TASK DIRECTIONS: Return all of the data below verbatim and exclude every picture.

[Named joint coordinates]
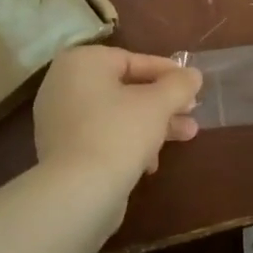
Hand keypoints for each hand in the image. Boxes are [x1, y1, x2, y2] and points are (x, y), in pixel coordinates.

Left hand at [33, 45, 202, 189]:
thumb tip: (193, 75)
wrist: (76, 193)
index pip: (132, 60)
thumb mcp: (157, 104)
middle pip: (125, 88)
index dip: (167, 72)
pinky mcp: (62, 150)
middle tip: (192, 112)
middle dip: (163, 103)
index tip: (193, 84)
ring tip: (187, 136)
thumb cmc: (118, 133)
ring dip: (152, 124)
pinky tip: (151, 163)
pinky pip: (102, 136)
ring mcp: (59, 119)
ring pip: (116, 114)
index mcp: (81, 63)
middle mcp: (63, 85)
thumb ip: (178, 85)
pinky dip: (128, 142)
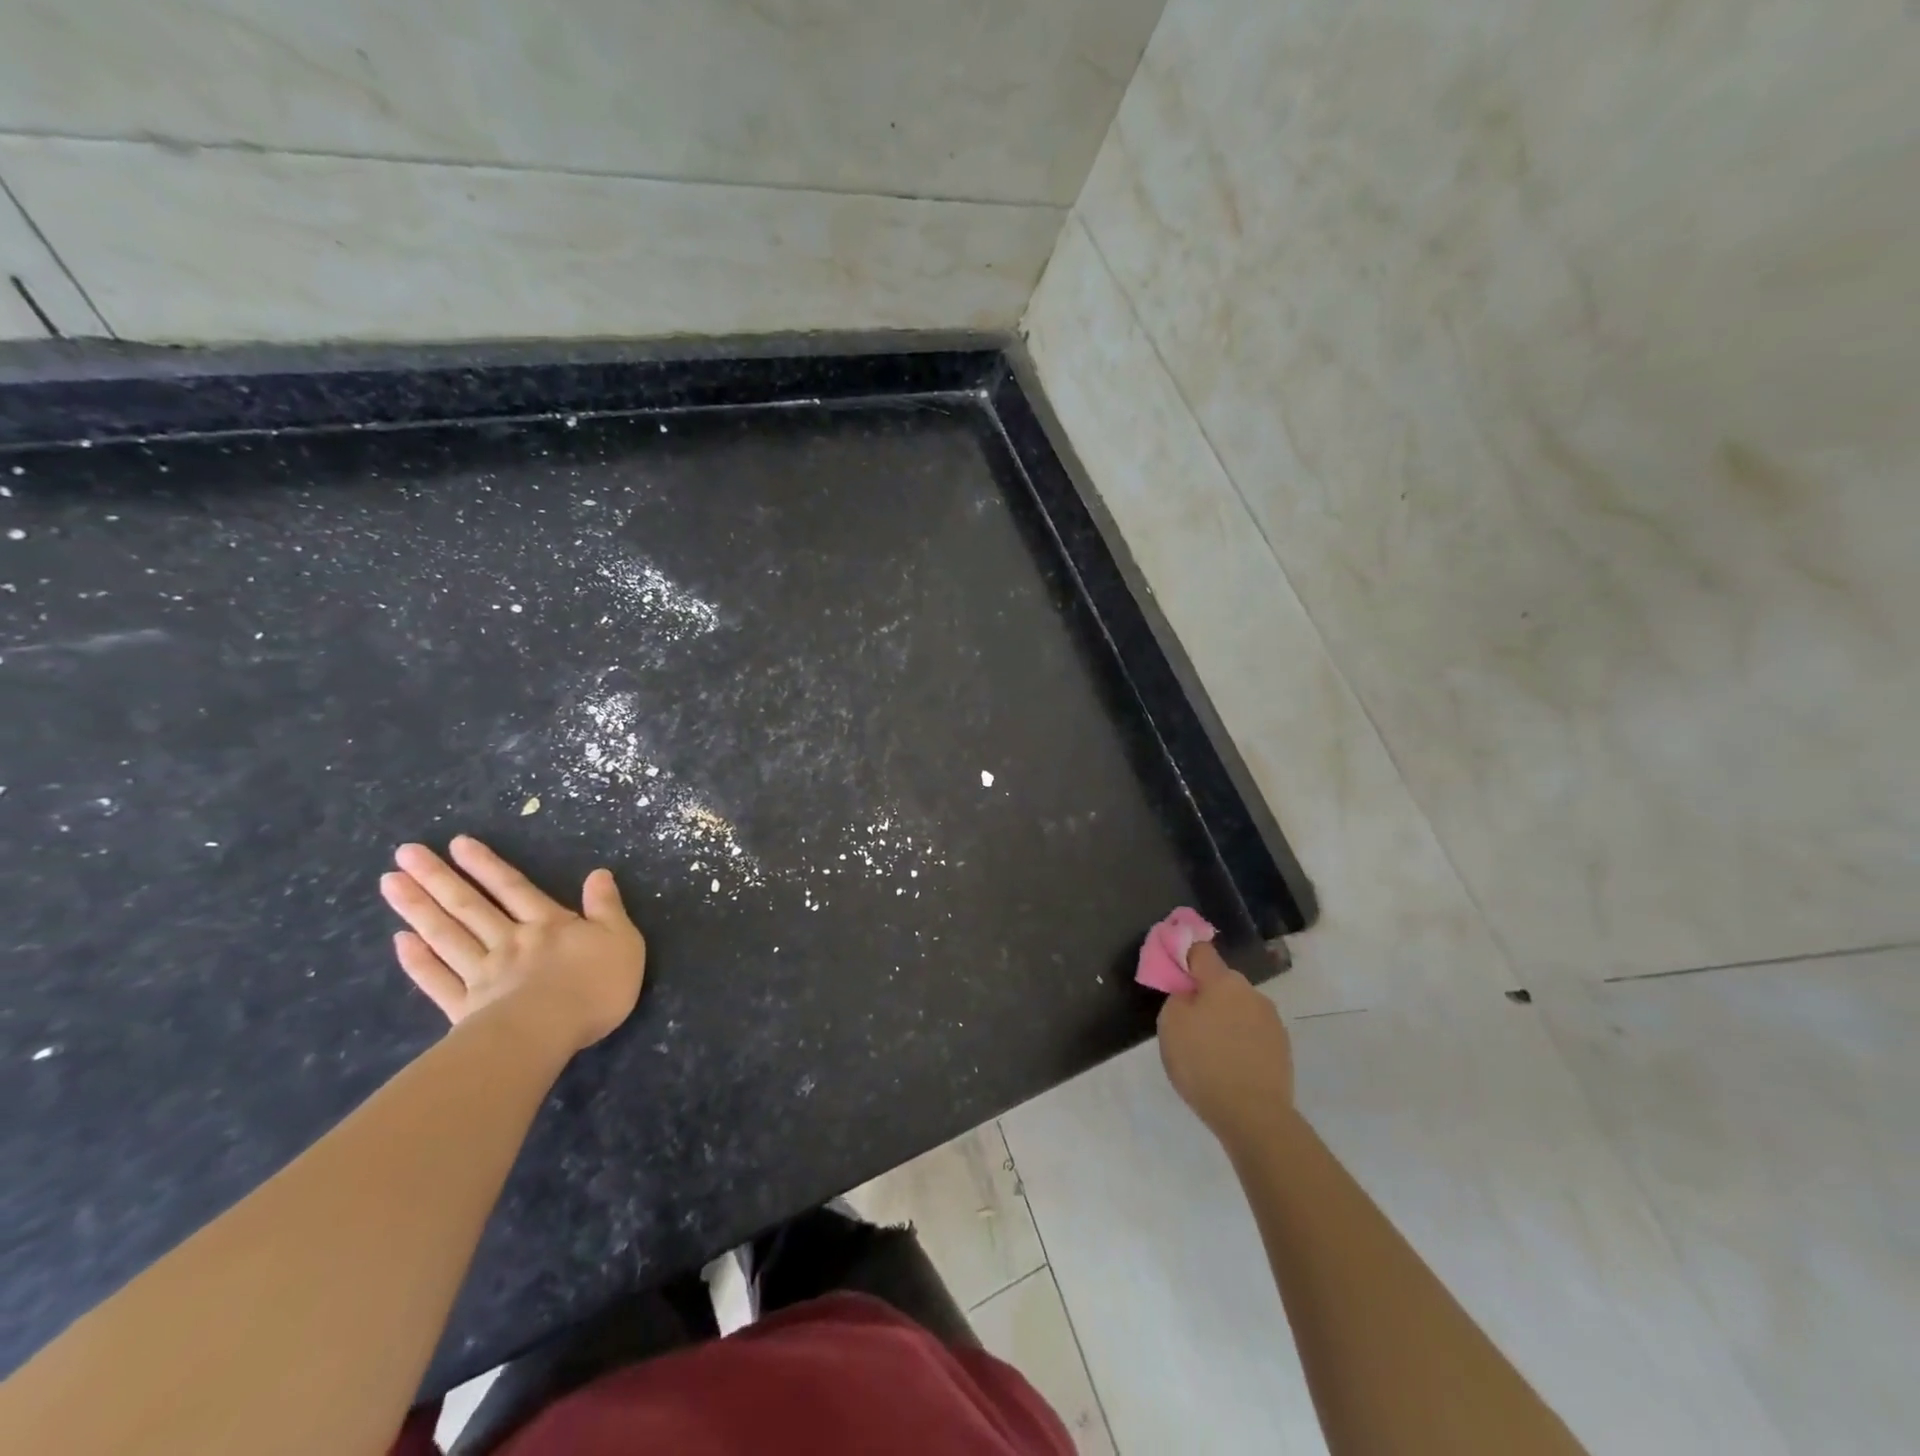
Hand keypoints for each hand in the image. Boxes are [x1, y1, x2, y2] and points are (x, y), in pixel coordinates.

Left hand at [380, 836, 645, 1055]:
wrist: (551, 1033)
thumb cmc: (595, 985)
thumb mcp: (620, 940)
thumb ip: (607, 907)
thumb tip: (599, 873)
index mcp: (548, 925)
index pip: (514, 888)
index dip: (487, 865)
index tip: (457, 843)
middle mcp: (509, 941)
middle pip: (470, 906)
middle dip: (439, 877)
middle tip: (405, 853)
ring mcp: (482, 974)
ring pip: (446, 936)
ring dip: (418, 908)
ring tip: (389, 883)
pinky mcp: (465, 1008)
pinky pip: (437, 980)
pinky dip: (417, 961)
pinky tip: (400, 942)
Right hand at [1157, 942, 1295, 1145]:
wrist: (1253, 1115)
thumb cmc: (1204, 1063)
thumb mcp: (1170, 1025)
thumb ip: (1178, 998)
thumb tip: (1190, 995)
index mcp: (1222, 981)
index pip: (1201, 951)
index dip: (1184, 958)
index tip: (1174, 976)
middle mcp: (1251, 992)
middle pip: (1222, 982)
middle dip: (1206, 995)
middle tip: (1189, 1023)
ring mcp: (1271, 1021)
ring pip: (1239, 1008)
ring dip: (1225, 1019)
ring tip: (1210, 1051)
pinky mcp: (1282, 1048)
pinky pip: (1253, 1033)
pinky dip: (1240, 1041)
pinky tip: (1230, 1066)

TASK ANSWER:
Hand keypoints for each hand in the image. Boxes are [x1, y1, x2, y2] and points are (x, y), in pixel coordinates.

Left hand at [33, 45, 202, 189]:
thumb tip: (193, 75)
wrist: (76, 193)
index pip: (132, 60)
thumb mcp: (157, 104)
middle pip: (125, 88)
index dip: (167, 72)
pinky mcp: (62, 150)
middle tip: (192, 112)
middle dip: (163, 103)
index tip: (193, 84)
ring tip: (187, 136)
thumb cmc: (118, 133)
ring dip: (152, 124)
pinky tip: (151, 163)
pinky pip: (102, 136)
ring mcp: (59, 119)
ring pip: (116, 114)
index mcp: (81, 63)
middle mcp: (63, 85)
thumb ip: (178, 85)
pinky dip: (128, 142)
Hand keypoints for each hand in the image. Boxes are [x1, y1, x2, y2] and points are (x, y), in pixel coordinates.

Left hand at [380, 836, 645, 1055]:
wrist: (551, 1033)
thumb cmc: (595, 985)
thumb mcp: (620, 940)
thumb ip: (607, 907)
thumb tip: (599, 873)
index mcp: (548, 925)
index pip: (514, 888)
index dip: (487, 865)
index tip: (457, 843)
middle mcp: (509, 941)
middle pip: (470, 906)
middle dip: (439, 877)
middle tip: (405, 853)
ring mcp: (482, 974)
ring pip: (446, 936)
ring dip: (418, 908)
ring tip: (389, 883)
pinky mcp: (465, 1008)
pinky pip: (437, 980)
pinky dip: (417, 961)
pinky tip: (400, 942)
Right hand at [1157, 942, 1295, 1145]:
wrist: (1253, 1115)
thumb cmc: (1204, 1063)
thumb mcp: (1170, 1025)
thumb ip: (1178, 998)
thumb tip: (1190, 995)
index mcp: (1222, 981)
index pip: (1201, 951)
index dip: (1184, 958)
index tip: (1174, 976)
middle mcp: (1251, 992)
middle pip: (1222, 982)
middle dip: (1206, 995)
middle tip: (1189, 1023)
ring mcp: (1271, 1021)
ring pip: (1239, 1008)
ring dip: (1225, 1019)
ring tip: (1210, 1051)
pinky mcp: (1282, 1048)
pinky pip: (1253, 1033)
pinky dip: (1240, 1041)
pinky tip: (1230, 1066)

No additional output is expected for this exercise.